◆ **Task instructions**: The expected response is a copy of every line in the entries below that includes the word "Hansen".

◆ **Records shown**:
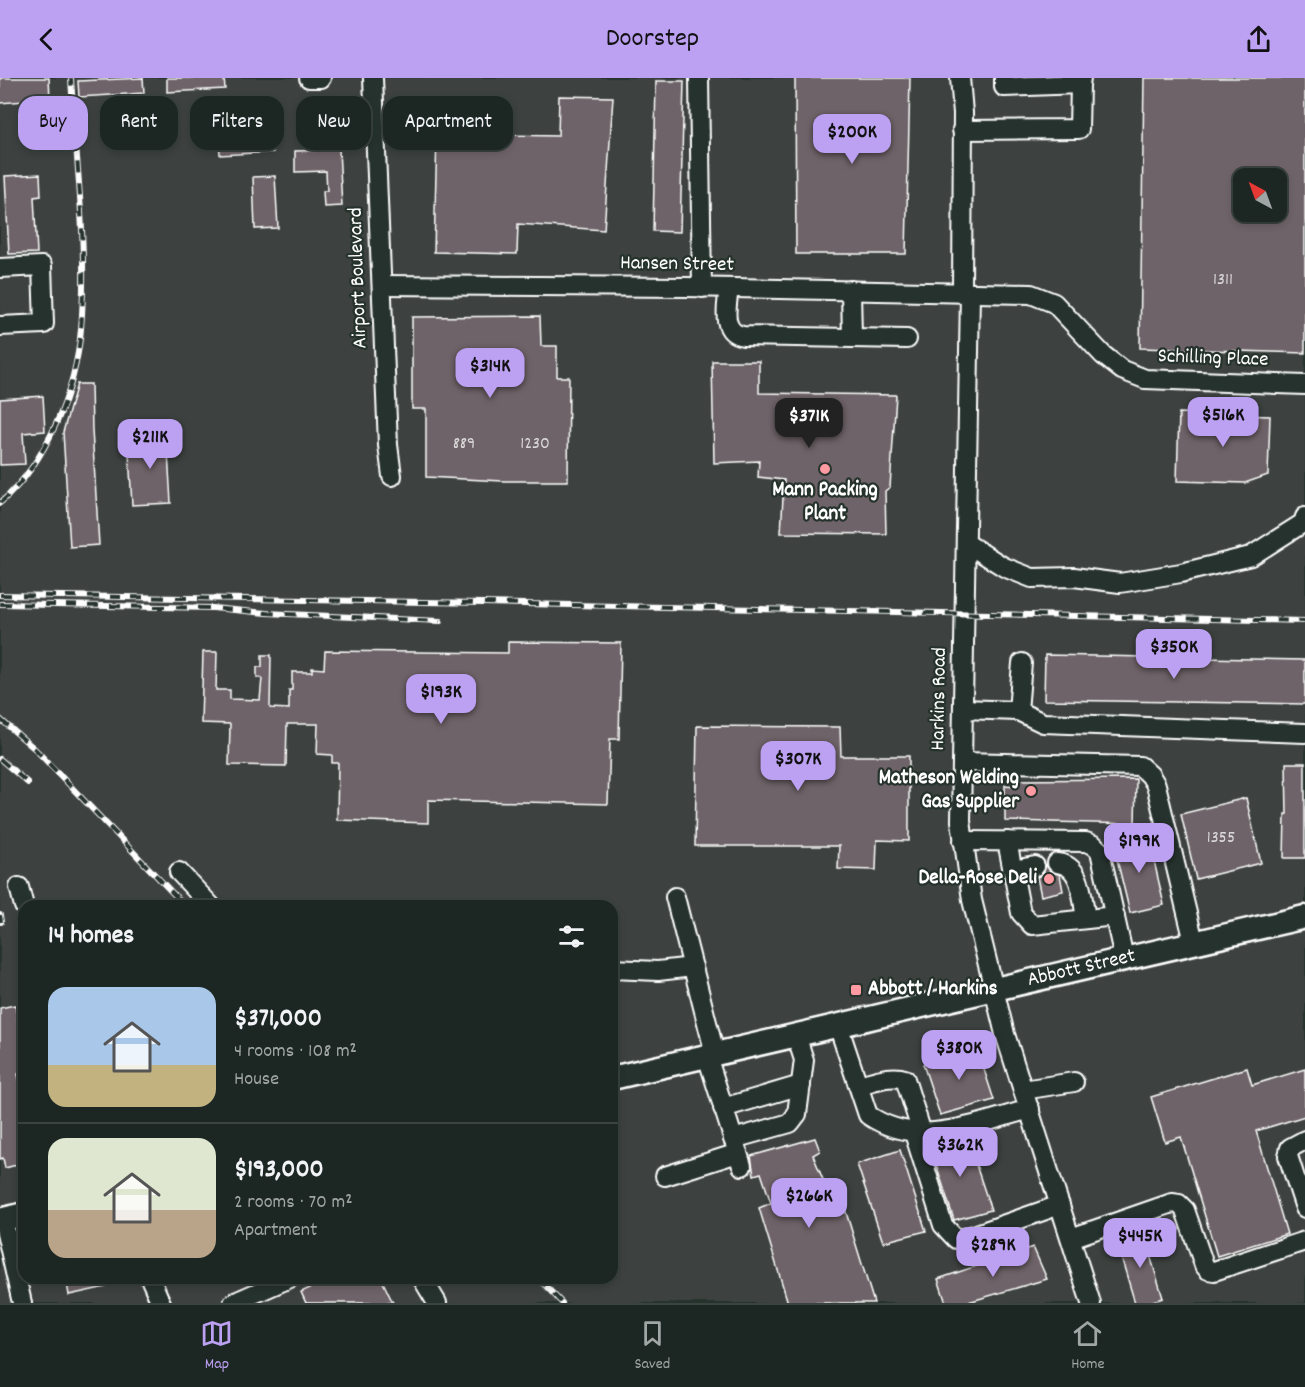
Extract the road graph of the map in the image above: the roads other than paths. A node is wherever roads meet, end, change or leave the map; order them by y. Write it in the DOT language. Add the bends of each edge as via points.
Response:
graph roads {
  1 [pos="309,78"];
  2 [pos="321,78"];
  3 [pos="373,78"];
  4 [pos="699,78"];
  5 [pos="960,78"];
  6 [pos="1004,78"];
  7 [pos="1080,81"];
  8 [pos="962,130"];
  9 [pos="0,268"];
  10 [pos="382,285"];
  11 [pos="702,288"];
  12 [pos="729,288"];
  13 [pos="851,290"];
  14 [pos="966,293"];
  15 [pos="0,326"];
  16 [pos="852,338"];
  17 [pos="907,339"];
  18 [pos="1305,385"];
  19 [pos="392,476"];
  20 [pos="1305,517"];
  21 [pos="966,543"];
  22 [pos="1022,663"];
  23 [pos="963,709"];
  24 [pos="1018,711"];
  25 [pos="1305,733"];
  26 [pos="962,762"];
  27 [pos="963,841"];
  28 [pos="1007,841"];
  29 [pos="1057,863"];
  30 [pos="1035,866"];
  31 [pos="1012,870"];
  32 [pos="179,872"];
  33 [pos="19,887"];
  34 [pos="675,897"];
  35 [pos="22,900"];
  36 [pos="205,900"];
  37 [pos="1115,916"];
  38 [pos="1305,917"];
  39 [pos="1086,919"];
  40 [pos="1194,942"];
  41 [pos="1124,958"];
  42 [pos="693,967"];
  43 [pos="618,969"];
  44 [pos="995,988"];
  45 [pos="838,1025"];
  46 [pos="796,1035"];
  47 [pos="711,1055"];
  48 [pos="618,1077"];
  49 [pos="1074,1082"];
  50 [pos="801,1085"];
  51 [pos="858,1085"];
  52 [pos="1023,1090"];
  53 [pos="723,1108"];
  54 [pos="1029,1110"];
  55 [pos="918,1133"];
  56 [pos="1305,1140"];
  57 [pos="738,1152"];
  58 [pos="665,1176"];
  59 [pos="1060,1205"];
  60 [pos="1305,1208"];
  61 [pos="9,1218"];
  62 [pos="1071,1238"];
  63 [pos="1305,1241"];
  64 [pos="18,1277"];
  65 [pos="19,1284"];
  66 [pos="153,1284"];
  67 [pos="276,1284"];
  68 [pos="426,1284"];
  69 [pos="22,1303"];
  70 [pos="161,1303"];
  71 [pos="233,1303"];
  72 [pos="437,1303"];
  73 [pos="1091,1303"];
  1 -- 2 [label="street"];
  3 -- 10 [label="street, Airport Boulevard"];
  4 -- 11 [label="street"];
  5 -- 8 [label="street, Harkins Road"];
  6 -- 7 [label="street" via="1004,87"];
  7 -- 8 [label="street" via="1079,129"];
  8 -- 14 [label="street, Harkins Road"];
  9 -- 15 [label="street" via="42,266 44,324"];
  10 -- 11 [label="street, Hansen Street"];
  10 -- 19 [label="street, Airport Boulevard"];
  11 -- 12 [label="street, Hansen Street"];
  12 -- 13 [label="street, Hansen Street"];
  12 -- 16 [label="street" via="727,320 735,335"];
  13 -- 14 [label="street, Hansen Street"];
  13 -- 16 [label="street"];
  14 -- 18 [label="street, Schilling Place" via="1031,294 1054,303 1103,355 1122,370 1145,379"];
  14 -- 21 [label="street, Harkins Road"];
  16 -- 17 [label="street"];
  20 -- 21 [label="street" via="1303,523 1251,556 1181,573 1120,582 1032,578 1004,567"];
  21 -- 23 [label="street, Harkins Road"];
  22 -- 24 [label="street"];
  23 -- 24 [label="street"];
  23 -- 26 [label="street, Harkins Road"];
  24 -- 25 [label="street" via="1043,723"];
  26 -- 27 [label="street, Harkins Road"];
  26 -- 40 [label="street" via="1140,766 1156,785"];
  27 -- 28 [label="street"];
  27 -- 44 [label="street, Harkins Road" via="972,900"];
  28 -- 31 [label="street"];
  28 -- 37 [label="street" via="1094,845 1100,851"];
  29 -- 39 [label="street" via="1064,863 1075,873"];
  30 -- 31 [label="street"];
  31 -- 39 [label="street" via="1021,914 1032,925"];
  32 -- 36 [label="street"];
  33 -- 35 [label="street"];
  34 -- 42 [label="street"];
  37 -- 39 [label="street"];
  37 -- 41 [label="street"];
  38 -- 40 [label="main road, Abbott Street"];
  40 -- 41 [label="main road, Abbott Street"];
  41 -- 44 [label="main road, Abbott Street"];
  42 -- 43 [label="street"];
  42 -- 47 [label="street"];
  44 -- 45 [label="main road, Abbott Street"];
  44 -- 52 [label="street, Harkins Road"];
  45 -- 46 [label="main road, Abbott Street"];
  45 -- 51 [label="street"];
  46 -- 47 [label="main road, Abbott Street"];
  46 -- 50 [label="street" via="804,1060"];
  47 -- 48 [label="main road, Abbott Street"];
  47 -- 53 [label="street"];
  49 -- 52 [label="street"];
  50 -- 53 [label="street"];
  50 -- 57 [label="street" via="797,1114 790,1122"];
  51 -- 55 [label="street" via="868,1115 879,1123"];
  51 -- 55 [label="street" via="885,1078 905,1079"];
  52 -- 54 [label="street, Harkins Road"];
  53 -- 57 [label="street"];
  54 -- 55 [label="street" via="949,1131"];
  54 -- 59 [label="street, Harkins Road"];
  55 -- 59 [label="street" via="943,1225 956,1239"];
  56 -- 60 [label="street" via="1290,1148 1288,1156"];
  57 -- 58 [label="street"];
  59 -- 62 [label="street, Harkins Road"];
  61 -- 64 [label="street"];
  62 -- 63 [label="street" via="1172,1203 1185,1210 1209,1270"];
  62 -- 73 [label="street, Harkins Road"];
  65 -- 69 [label="street"];
  66 -- 70 [label="street"];
  67 -- 71 [label="street"];
  68 -- 72 [label="street"];
}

◆ **Exercise solution**:
  10 -- 11 [label="street, Hansen Street"];
  11 -- 12 [label="street, Hansen Street"];
  12 -- 13 [label="street, Hansen Street"];
  13 -- 14 [label="street, Hansen Street"];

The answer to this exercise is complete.